- Dr Strangely Strange - Tim Booth, Ivan Pawle and Tim Goulding - late 1960s

Background information
- Origin: Dublin, Ireland
- Genres: Folk pop, folk rock, psychedelic folk, freak folk, experimental, avant-garde
- Years active: 1967–1971, 1973–the early 1980s, 1996 (small reunion), 2007–present
- Labels: Island, Vertigo, Hux, Hannibal, Witchseason Production Company
- Members: Tim Booth Ivan Pawle Tim Goulding Joe Thoma
- Past members: Humphrey Weightman Brian Trench Caroline "Linus" Greville Neil Hopwood Gay Woods Terry Woods

= Dr. Strangely Strange =

Irish band

Dr. Strangely Strange are an Irish experimental folk group, formed in Dublin in 1967 by Tim Booth (born 6 September 1943, County Kildare, Ireland), vocals and guitar, and Ivan Pawle (born 17 August 1943, England), bass and keyboards.

==Career==
After playing an initial 1967 Trinity College gig with guitarist Humphrey Weightman, and some 1968 gigs with keyboard player/vocalist Brian Trench, Booth and Pawle teamed up with multi-instrumentalist Tim Goulding (born 15 May 1945, Hatch Street, Dublin), vocals, recorder and keyboards, at that time an aspiring painter. Goulding and Pawle were living and rehearsing in a Lower Mount Street house rented by Goulding's girlfriend, "Orphan Annie" Mohan, which its tenants nicknamed "The Orphanage". Tim Booth later lived in a second Orphanage in Sandymount, Dublin. The two Orphanages became a springboard for a new generation of Irish rock, helping launch the careers of Thin Lizzy's Phil Lynott, Gary Moore and others. Percussionist/vocalist Caroline "Linus" Greville joined the band for two brief periods in 1968 and 1969. Gary Moore often sat in on live shows in this time as well, before he joined Skid Row, augmenting the band on various instruments. After signing with the Incredible String Band's producer and manager Joe Boyd, Dr Strangely Strange debuted in 1969 with Kip of the Serenes. The album was produced by Boyd. Later in the year Pawle guested on the Incredible String Band's Changing Horses album. Linus was asked to leave to cut down on touring costs at the end of 1969, after some early recording sessions for the next LP. The band became popular on the UK college circuit, playing support slots the length and breadth of the UK.

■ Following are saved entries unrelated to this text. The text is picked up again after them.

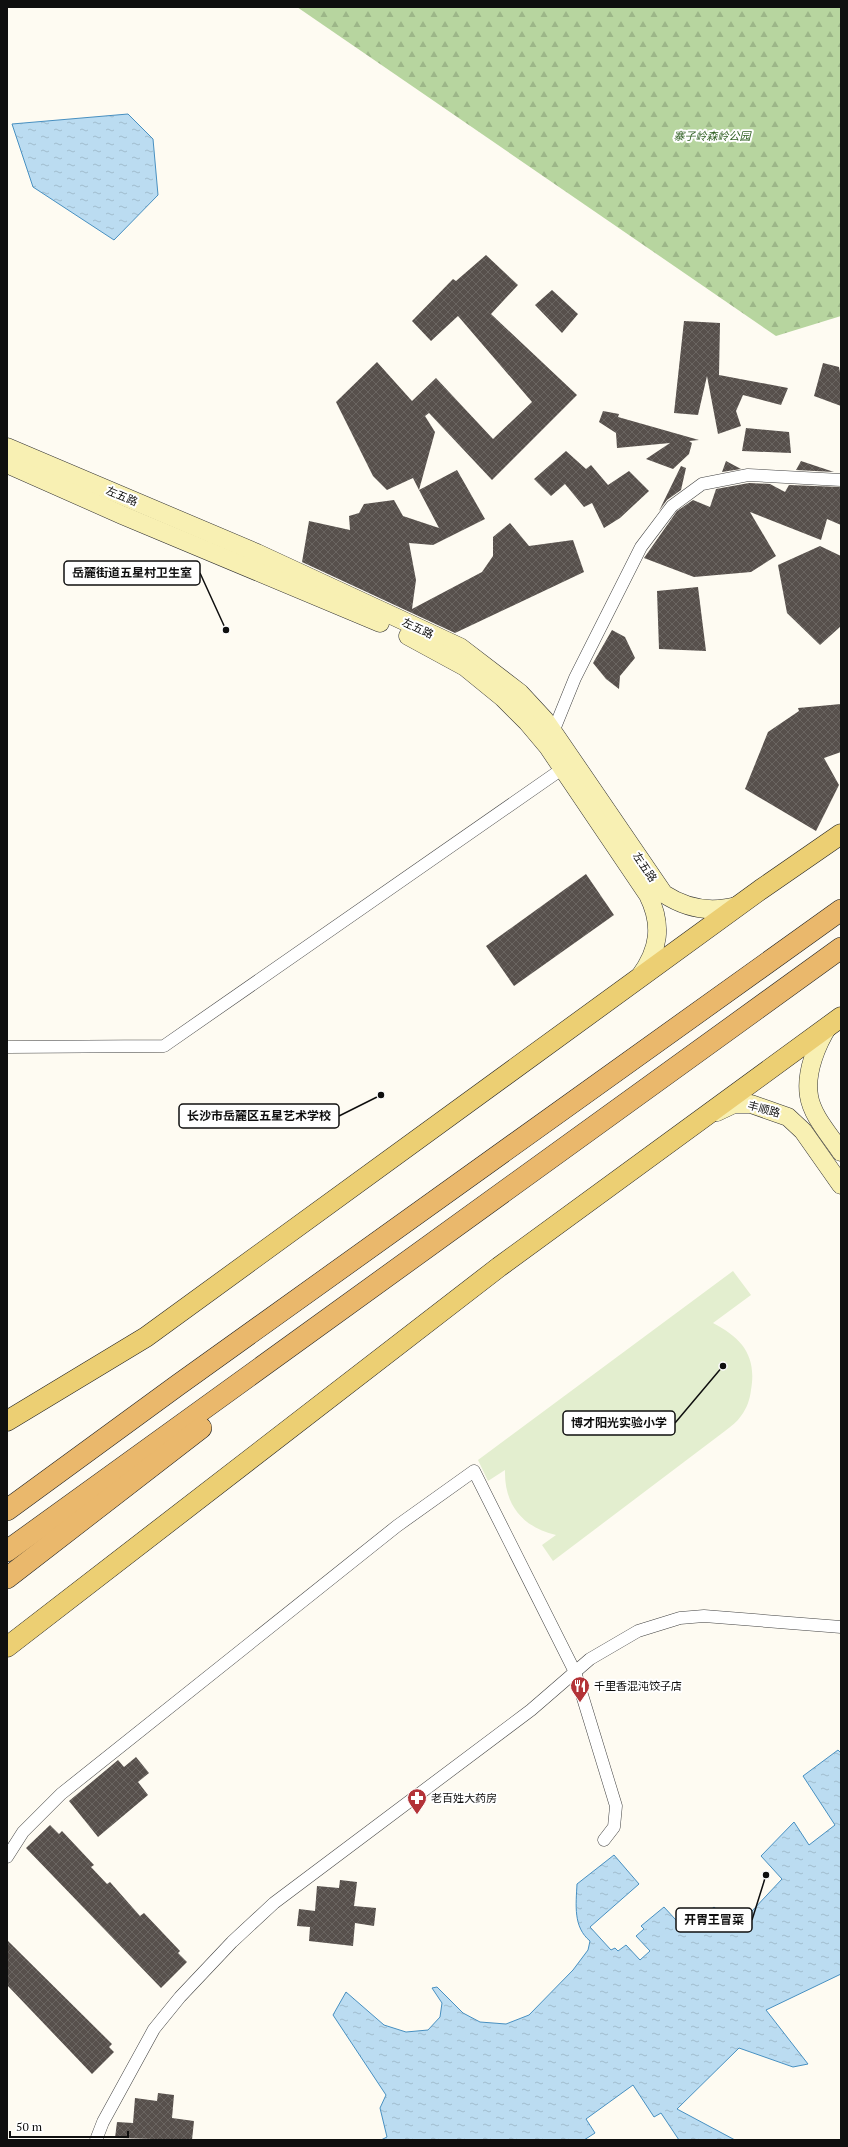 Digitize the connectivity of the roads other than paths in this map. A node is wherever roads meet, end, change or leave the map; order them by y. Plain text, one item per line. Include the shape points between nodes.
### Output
1 (7, 447) edge
2 (7, 464) edge
3 (841, 480) edge
4 (550, 739) junction
5 (562, 769) junction
6 (841, 834) edge
7 (740, 905) junction
8 (841, 910) edge
9 (841, 948) edge
10 (640, 978) junction
11 (835, 1021) edge
12 (7, 1048) edge
13 (704, 1119) junction
14 (841, 1152) edge
15 (841, 1185) edge
16 (388, 1276) junction
17 (178, 1385) junction
18 (7, 1421) edge
19 (7, 1494) edge
20 (7, 1510) edge
21 (7, 1551) edge
22 (7, 1578) edge
23 (841, 1627) edge
24 (7, 1647) edge
25 (575, 1672) junction
26 (604, 1840) dead end
27 (7, 1856) edge
28 (96, 2140) edge

1 - 4 main road, 左五路 via 257,554 460,647 520,693
2 - 4 main road, 左五路 via 428,646 464,667
3 - 4 street via 748,475 702,484 672,506 641,547 575,678
4 - 5 main road, 左五路
4 - 7 main road, 左五路 via 664,894 705,910 728,909
5 - 10 main road, 左五路 via 656,910 658,928 655,949
5 - 12 street via 164,1046
6 - 7 main road
7 - 10 main road
8 - 17 highway
9 - 16 highway
10 - 18 main road via 146,1337
11 - 13 main road
11 - 14 main road via 822,1036 812,1064 809,1096 813,1110
13 - 15 main road, 丰顺路 via 734,1104 751,1104 788,1117 803,1131
13 - 24 main road via 499,1267
16 - 21 highway
16 - 22 highway via 325,1331
17 - 19 highway
17 - 20 highway
23 - 25 street via 704,1616 680,1618 638,1631 614,1644
25 - 26 street via 616,1806 614,1827
25 - 27 street via 474,1471 397,1526 60,1794 24,1832
25 - 28 street via 531,1710 274,1903 232,1942 180,1997 154,2029 103,2122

Their second album, Heavy Petting, was released in September 1970 and included Dave Mattacks on drums and a returning Gary Moore on lead guitar. In summer 1970, at a Burton-on-Trent concert, they enlisted drummer Neil Hopwood. Goulding left at the start of 1971 to briefly study Buddhism at Samye Ling monastery and then work on his painting career. Pawle and Booth teamed with Gay Woods and Terry Woods for a six-week European tour, but Dr Strangely Strange began falling apart. The group disbanded in May 1971, after playing a concert with Al Stewart at London's Drury Lane Theatre. Booth and Pawle felt the combination was not working, and there were tensions in the band. The Woods explained: "We said that if the Strangelies hadn't gotten it together during the time we were on the Continent then we would leave, because six weeks of gigging should pull a band tighter. Unfortunately, instead of getting together, they were getting looser".

==Reunions, reissues, and later releases==
Tim Booth, Ivan Pawle, and Tim Goulding reunited in 1972 for an Irish tour. Tim Booth led a new lineup through 1973. Booth, Goulding, and Ivan Pawle reconvened again in the early 1980s, joined by fiddle/mandolin player Joe Thoma. The four piece lineup of Booth, Goulding, Pawle, and Thoma has remained the core lineup of the band to the present day, although only performing intermittently.

In October 1994, the band played at the Griffin Hotel in Leeds as part of an Incredible String Band convention weekend. The band reformed to record a third album in 1996. Gary Moore guested again.

In 2005, the group performed an acoustic gig in a cabbage patch as part of a wake for Annie Christmas, of the "Orphanage" house on Sandymount, Dublin, where the band used to live.

On 16 June 2007, the band regrouped for a Bloomsday concert at London's 12 Bar Club to mark the launch of the archive collection Halcyon Days. This was followed by a special homecoming gig in the Sugar Club on Leeson Street, Dublin, Ireland on 1 March 2008.

In February 2009, Hux Records reissued Kip of the Serenes as a Collectors' Edition with four bonus tracks.

On 19 July 2009, the band participated in the Witchseason Weekender (featuring artists from Joe Boyd's Witchseason Productions company) at The Barbican, London. They performed a free concert on the foyer stage and then participated in the full Sunday evening concert entitled The Music of the Incredible String Band.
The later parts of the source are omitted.